■ **Problem to solve**:
Which lines below contain the word "links"? Copy each of them.

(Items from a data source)
▼

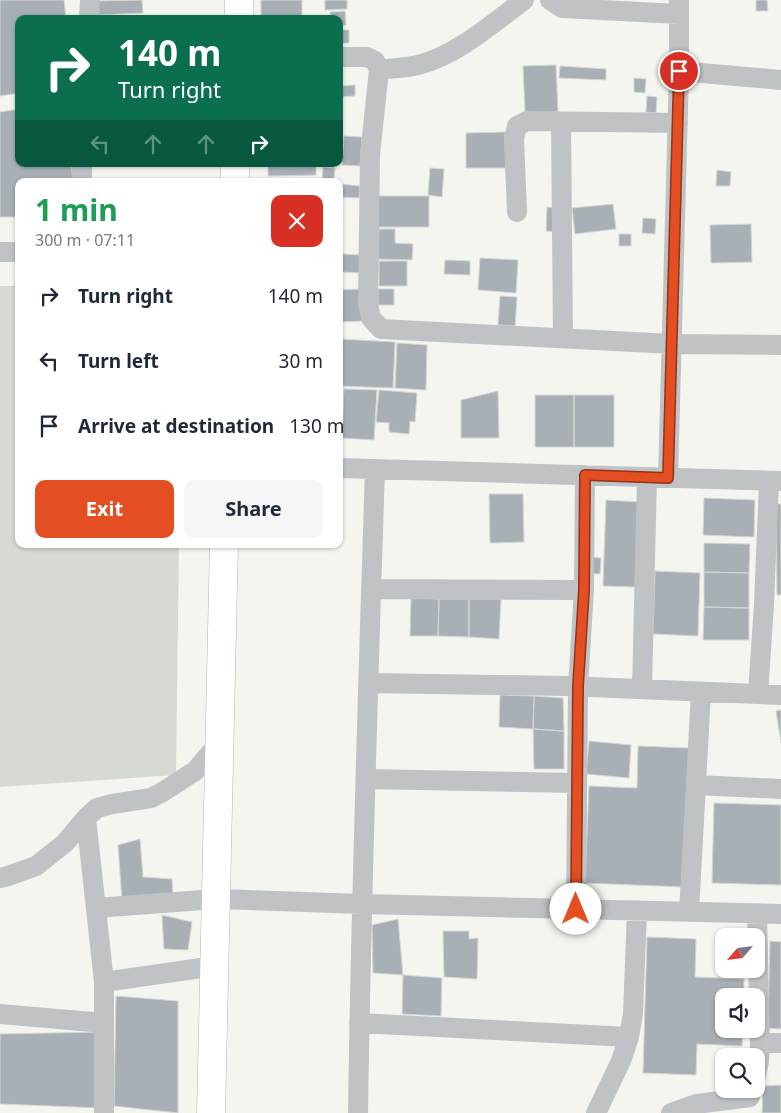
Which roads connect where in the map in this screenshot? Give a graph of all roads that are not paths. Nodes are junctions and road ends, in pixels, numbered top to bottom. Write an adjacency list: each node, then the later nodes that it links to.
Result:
1 (90, 0): 6 (street)
2 (239, 0): 7 (main road)
3 (524, 0): 9 (street)
4 (550, 0): 5 (street)
5 (679, 7): 10 (street)
6 (89, 15)
7 (239, 15)
8 (343, 57): 9 (street)
9 (379, 70): 17 (street)
10 (679, 71): 11 (street); 13 (street)
11 (781, 80)
12 (561, 122): 13 (street); 14 (street); 17 (street)
13 (678, 123): 18 (street)
14 (517, 212)
15 (0, 252): 16 (street)
16 (15, 252)
17 (563, 338): 18 (street)
18 (672, 344): 19 (street); 24 (street)
19 (781, 345)
20 (343, 468): 21 (street)
21 (375, 469): 22 (street); 27 (street)
22 (585, 475): 23 (street); 28 (street)
23 (647, 477): 24 (street); 32 (street)
24 (668, 478): 25 (street)
25 (775, 481): 29 (street)
26 (224, 548): 36 (main road)
27 (371, 589): 28 (street); 30 (street)
28 (584, 590): 31 (street)
29 (772, 604): 34 (street)
30 (369, 683): 31 (street); 37 (street)
31 (578, 686): 32 (street); 38 (street)
32 (642, 689): 33 (street)
33 (702, 692): 34 (street); 39 (street)
34 (758, 694): 35 (street)
35 (781, 695)
36 (220, 743): 41 (street); 43 (main road)
37 (366, 780): 38 (street); 44 (street)
38 (577, 783): 46 (street)
39 (696, 785): 40 (street); 48 (street)
40 (781, 789)
41 (86, 818): 42 (street); 45 (street)
42 (0, 878)
43 (216, 900): 44 (street); 45 (street); 51 (main road)
44 (363, 904): 46 (street); 55 (street)
45 (96, 908): 52 (street)
46 (576, 909): 47 (street)
47 (637, 911): 48 (street); 56 (street)
48 (689, 912): 49 (street)
49 (757, 914): 50 (street); 57 (street)
50 (781, 914)
51 (215, 966): 52 (street); 62 (main road)
52 (104, 982): 54 (street)
53 (0, 1014): 54 (street)
54 (104, 1022): 61 (street)
55 (360, 1023): 56 (street); 63 (street)
56 (628, 1037): 64 (street)
57 (760, 1043): 58 (street); 59 (street)
58 (781, 1043)
59 (760, 1048)
60 (749, 1100): 65 (street)
61 (104, 1113)
62 (212, 1113)
63 (358, 1113)
64 (596, 1113)
65 (671, 1113)

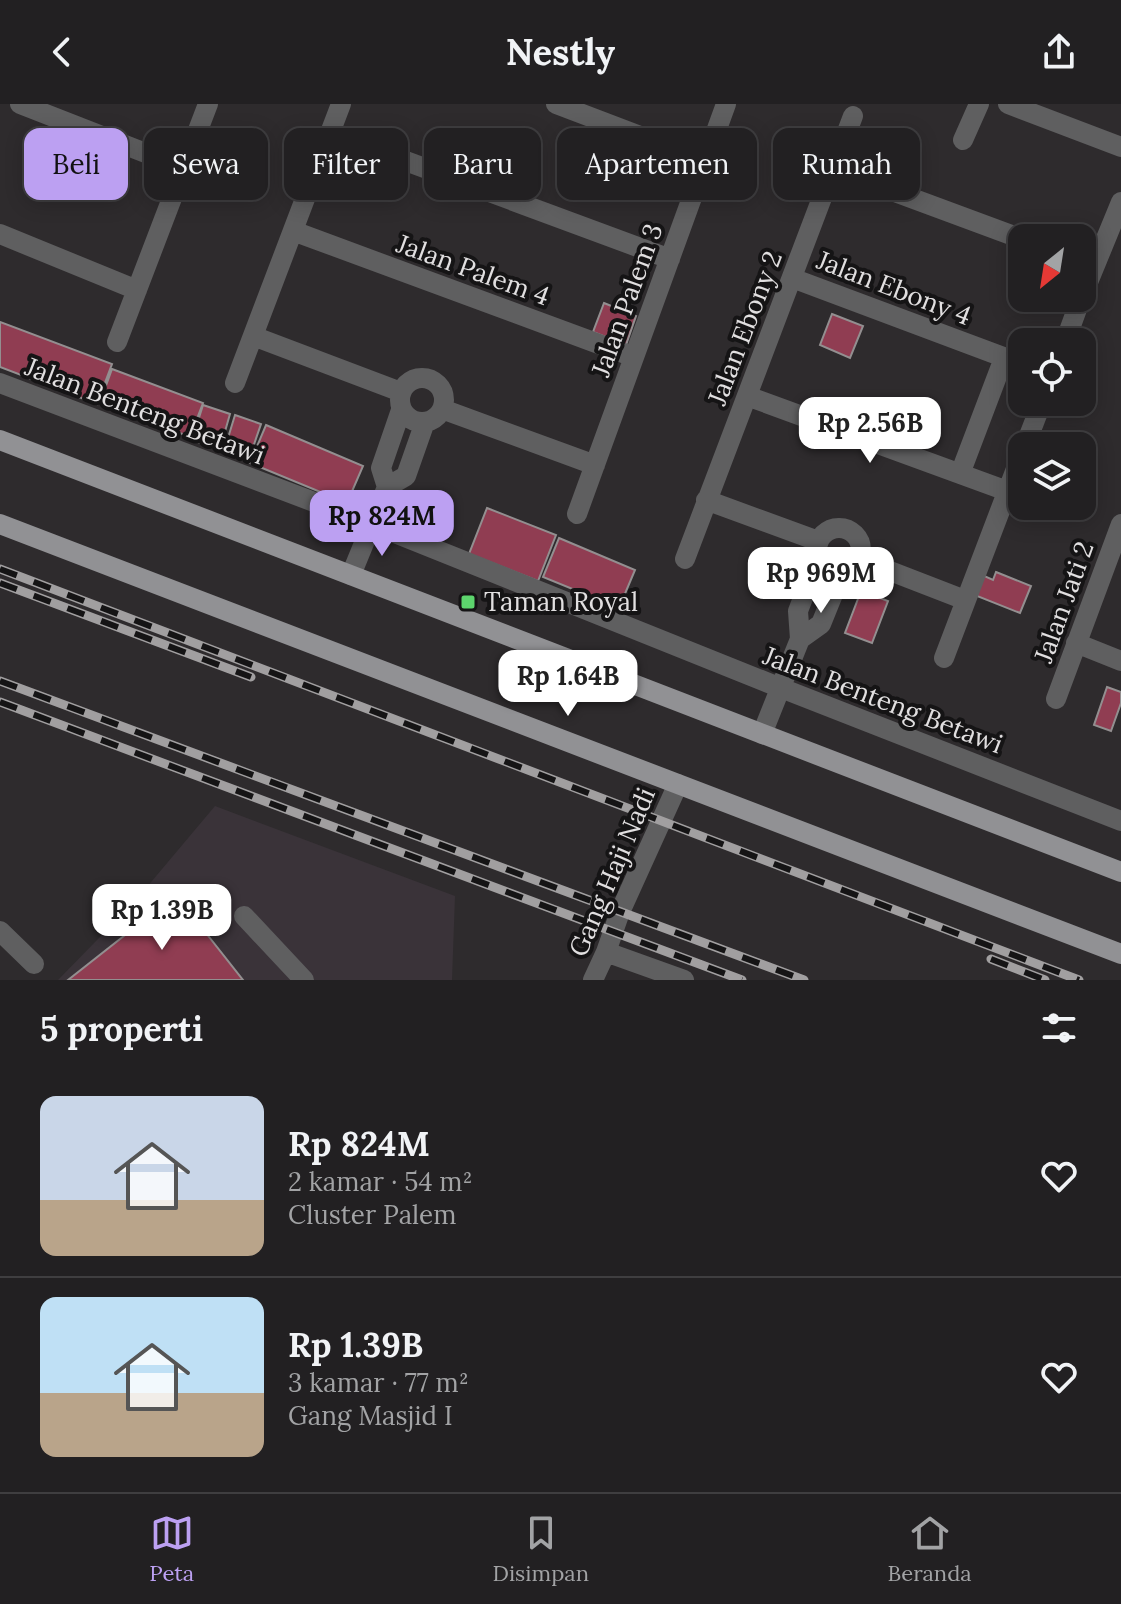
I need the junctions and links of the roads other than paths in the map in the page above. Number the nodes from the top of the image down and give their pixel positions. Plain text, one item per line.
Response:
1 (20, 104) edge
2 (208, 104) edge
3 (341, 104) edge
4 (556, 104) edge
5 (726, 104) edge
6 (979, 104) edge
7 (1008, 104) edge
8 (1046, 110) edge
9 (853, 116) dead end
10 (199, 128) edge
11 (332, 128) edge
12 (619, 128) edge
13 (718, 128) edge
14 (848, 128) edge
15 (963, 140) dead end
16 (1121, 147) edge
17 (144, 152) edge
18 (408, 162) edge
19 (172, 200) edge
20 (305, 200) edge
21 (692, 200) edge
22 (821, 200) edge
23 (917, 200) edge
24 (1121, 202) edge
25 (293, 231) junction
26 (0, 234) edge
27 (1008, 234) edge
28 (1096, 248) edge
29 (670, 259) junction
30 (792, 278) junction
31 (137, 290) junction
32 (253, 336) junction
33 (117, 342) dead end
34 (634, 357) junction
35 (1008, 359) edge
36 (1008, 372) edge
37 (0, 383) edge
38 (235, 383) dead end
39 (747, 396) junction
40 (401, 401) junction
41 (442, 409) junction
42 (425, 422) junction
43 (0, 440) edge
44 (595, 465) junction
45 (960, 474) junction
46 (387, 487) junction
47 (1007, 491) joint
48 (706, 500) junction
49 (577, 514) dead end
50 (0, 524) edge
51 (372, 524) junction
52 (1120, 529) edge
53 (818, 550) junction
54 (685, 559) dead end
55 (859, 559) junction
56 (842, 572) junction
57 (351, 575) junction
58 (965, 600) junction
59 (800, 639) junction
60 (1076, 643) junction
61 (944, 658) dead end
62 (1121, 661) edge
63 (781, 688) junction
64 (1056, 699) dead end
65 (762, 734) junction
66 (678, 784) junction
67 (1121, 821) edge
68 (1121, 872) edge
69 (244, 916) dead end
70 (0, 931) edge
71 (606, 952) junction
72 (1121, 954) edge
73 (34, 964) dead end
74 (304, 980) edge
75 (593, 980) edge
76 (684, 980) edge

1 - 17 street
2 - 10 street
3 - 11 street
4 - 12 street
5 - 13 street, Jalan Palem 3
6 - 15 street
7 - 8 street
8 - 16 street
9 - 14 street, Jalan Ebony 2
18 - 29 street
19 - 31 street
20 - 25 street
21 - 29 street, Jalan Palem 3
22 - 30 street, Jalan Ebony 2
23 - 27 street
24 - 28 street
25 - 32 street
25 - 34 street, Jalan Palem 4
26 - 31 street
29 - 34 street, Jalan Palem 3
30 - 35 street, Jalan Ebony 4
30 - 39 street, Jalan Ebony 2
31 - 33 street
32 - 38 street
32 - 40 street
34 - 44 street, Jalan Palem 3
36 - 45 street
37 - 51 street, Jalan Benteng Betawi
39 - 45 street
39 - 48 street, Jalan Ebony 2
40 - 41 street
40 - 42 street
40 - 46 street
41 - 42 street
41 - 44 street
42 - 46 street
43 - 57 main road
44 - 49 street, Jalan Palem 3
45 - 47 street
46 - 51 street
47 - 58 street
48 - 53 street
48 - 54 street, Jalan Ebony 2
50 - 66 main road
51 - 57 street
51 - 63 street, Jalan Benteng Betawi
52 - 60 street, Jalan Jati 2
53 - 55 street
53 - 56 street
53 - 59 street
55 - 56 street
55 - 58 street
56 - 59 street
57 - 65 main road
58 - 61 street
59 - 63 street
60 - 62 street
60 - 64 street, Jalan Jati 2
63 - 65 street
63 - 67 street, Jalan Benteng Betawi
65 - 68 main road
66 - 71 street, Gang Haji Nadi
66 - 72 main road
69 - 74 street
70 - 73 street
71 - 75 street, Gang Haji Nadi
71 - 76 street

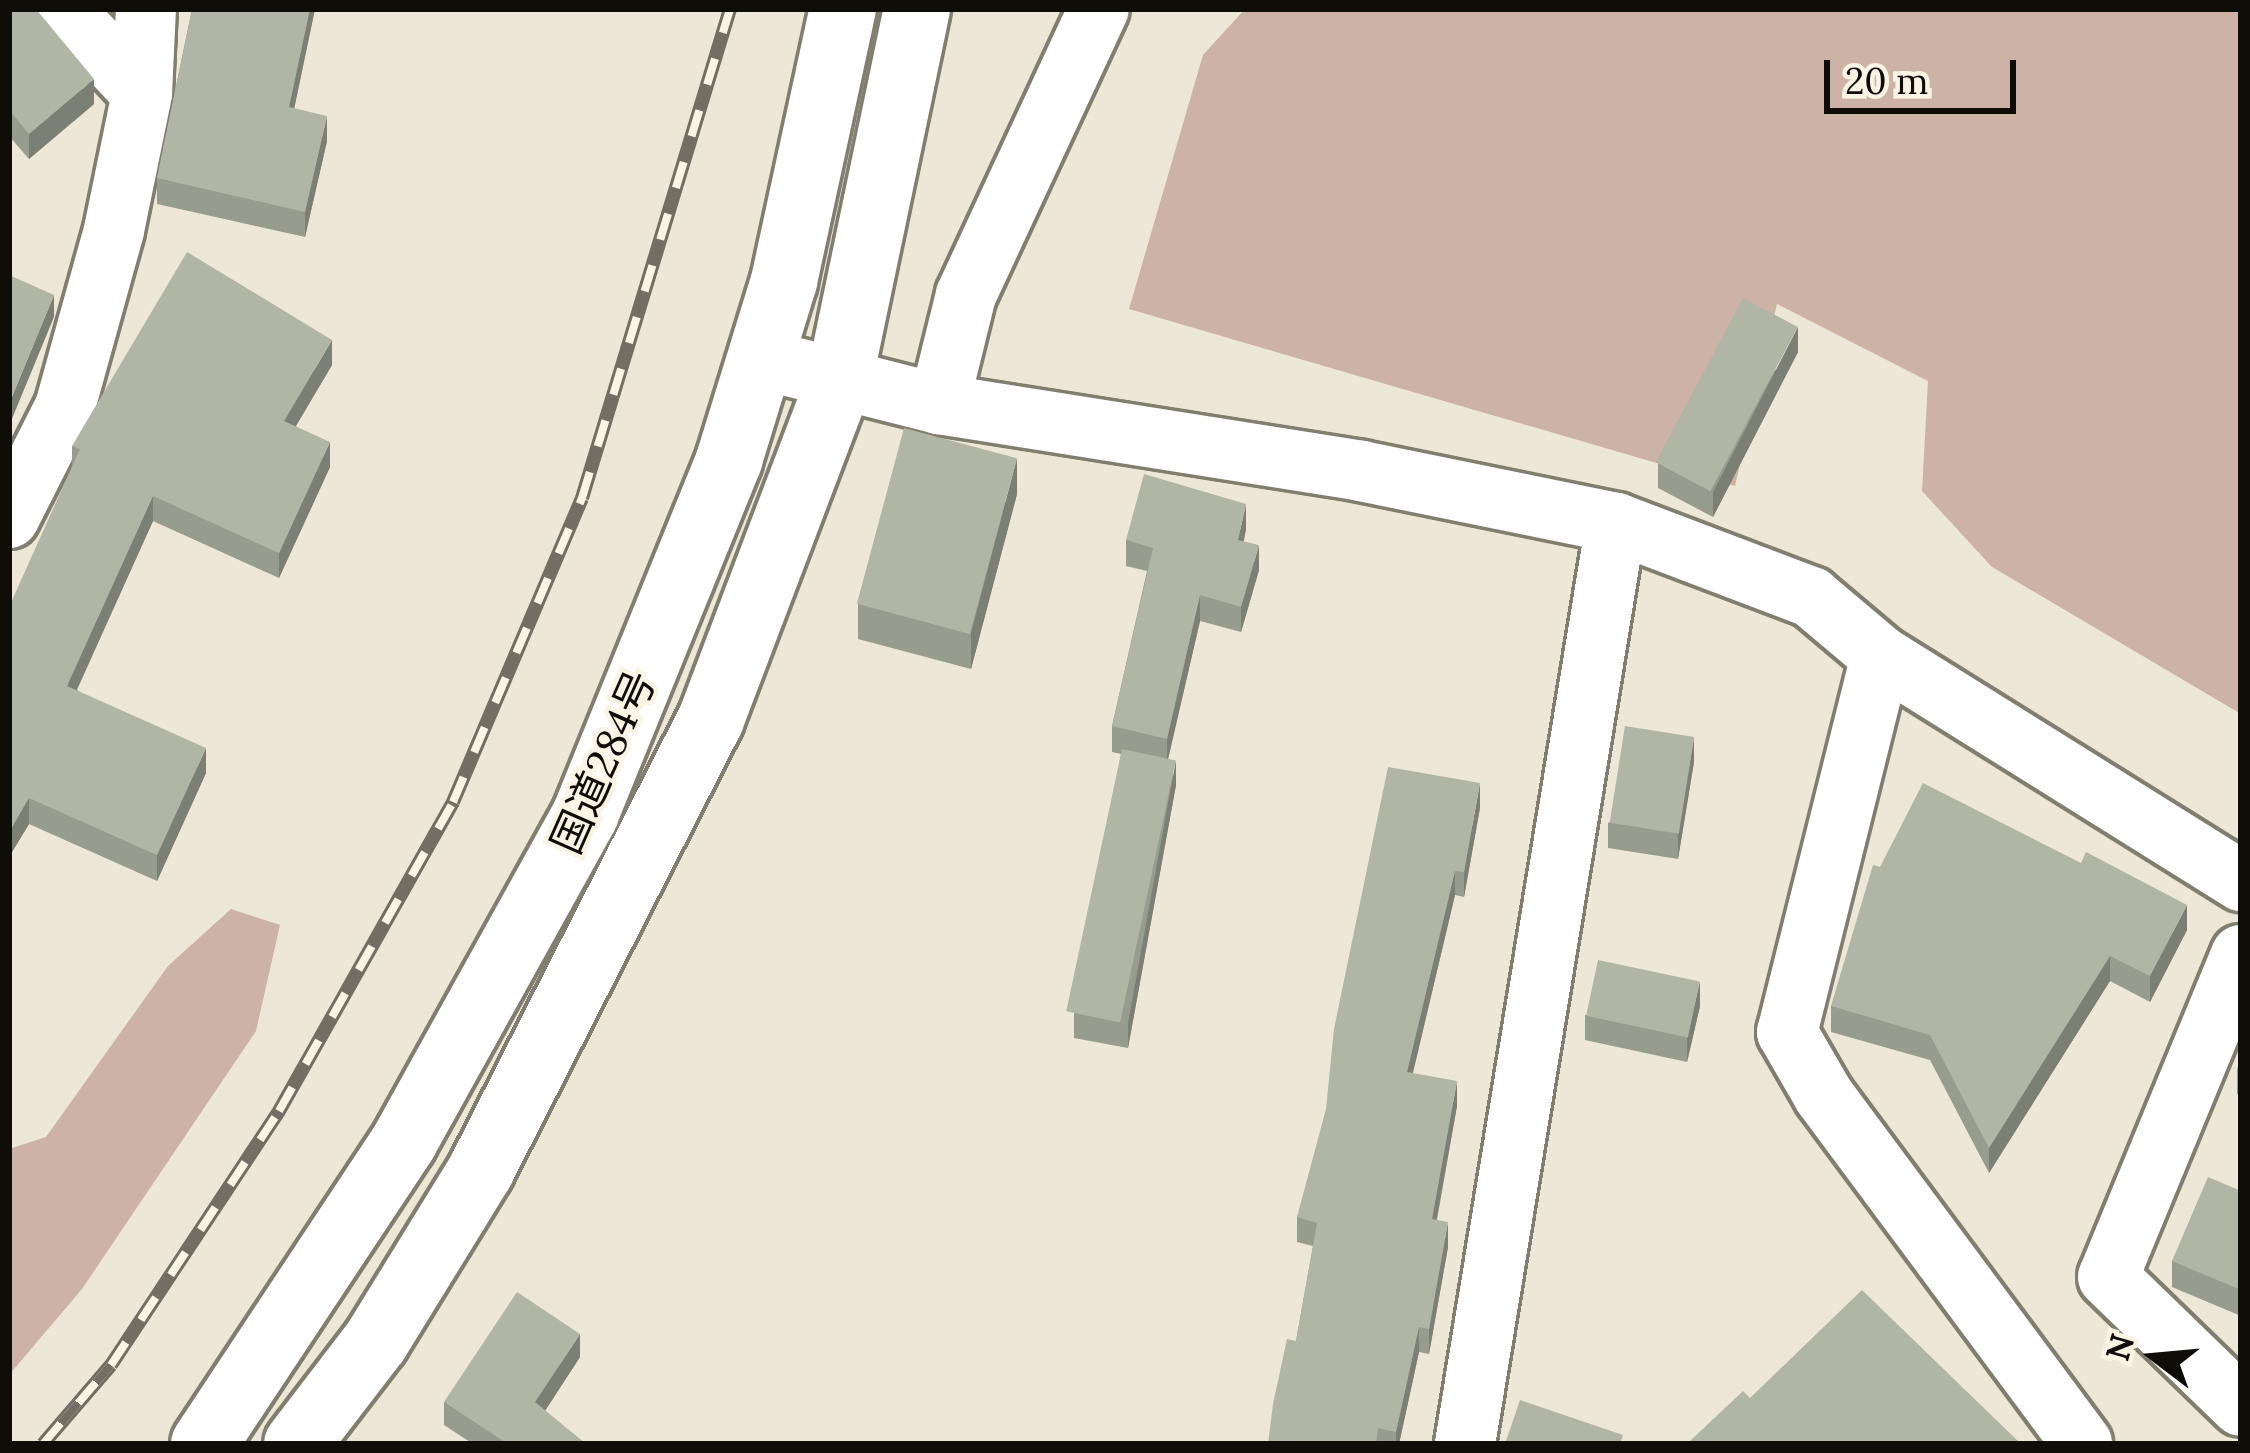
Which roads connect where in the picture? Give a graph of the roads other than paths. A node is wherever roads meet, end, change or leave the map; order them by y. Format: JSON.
{"nodes":[{"id":1,"x":63,"y":9,"type":"edge"},
{"id":2,"x":146,"y":9,"type":"edge"},
{"id":3,"x":843,"y":9,"type":"edge"},
{"id":4,"x":916,"y":9,"type":"edge"},
{"id":5,"x":1099,"y":9,"type":"edge"},
{"id":6,"x":142,"y":93,"type":"junction"},
{"id":7,"x":761,"y":359,"type":"junction"},
{"id":8,"x":839,"y":382,"type":"junction"},
{"id":9,"x":939,"y":404,"type":"junction"},
{"id":10,"x":9,"y":518,"type":"edge"},
{"id":11,"x":1616,"y":523,"type":"junction"},
{"id":12,"x":1881,"y":656,"type":"junction"},
{"id":13,"x":2241,"y":880,"type":"edge"},
{"id":14,"x":2241,"y":955,"type":"edge"},
{"id":15,"x":2241,"y":1406,"type":"edge"},
{"id":16,"x":204,"y":1444,"type":"edge"},
{"id":17,"x":297,"y":1444,"type":"edge"},
{"id":18,"x":1465,"y":1444,"type":"edge"},
{"id":19,"x":2082,"y":1444,"type":"edge"}],
"edges":[{"from":1,"to":6,"type":"street"},
{"from":2,"to":6,"type":"street"},
{"from":3,"to":7,"type":"highway","name":"国道284号"},
{"from":4,"to":8,"type":"highway","name":"国道284号"},
{"from":5,"to":9,"type":"street"},
{"from":6,"to":10,"type":"street"},
{"from":7,"to":8,"type":"street"},
{"from":7,"to":16,"type":"highway","name":"国道284号"},
{"from":8,"to":9,"type":"street"},
{"from":8,"to":17,"type":"highway","name":"国道284号"},
{"from":9,"to":11,"type":"street"},
{"from":11,"to":12,"type":"street"},
{"from":11,"to":18,"type":"street"},
{"from":12,"to":13,"type":"street"},
{"from":12,"to":19,"type":"street"},
{"from":14,"to":15,"type":"street"}]}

▲

■ **Response**:
Which roads connect where in the map in this screenshot? Give a graph of all roads that are not paths. Nodes are junctions and road ends, in pixels, numbered top to bottom. Write an adjacency list: each node, then the later nodes that it links to.
I need the junctions and links of the roads other than paths in the map in the page above. Number the nodes from the top of the image down and give their pixel positions. Plain text, one item per line.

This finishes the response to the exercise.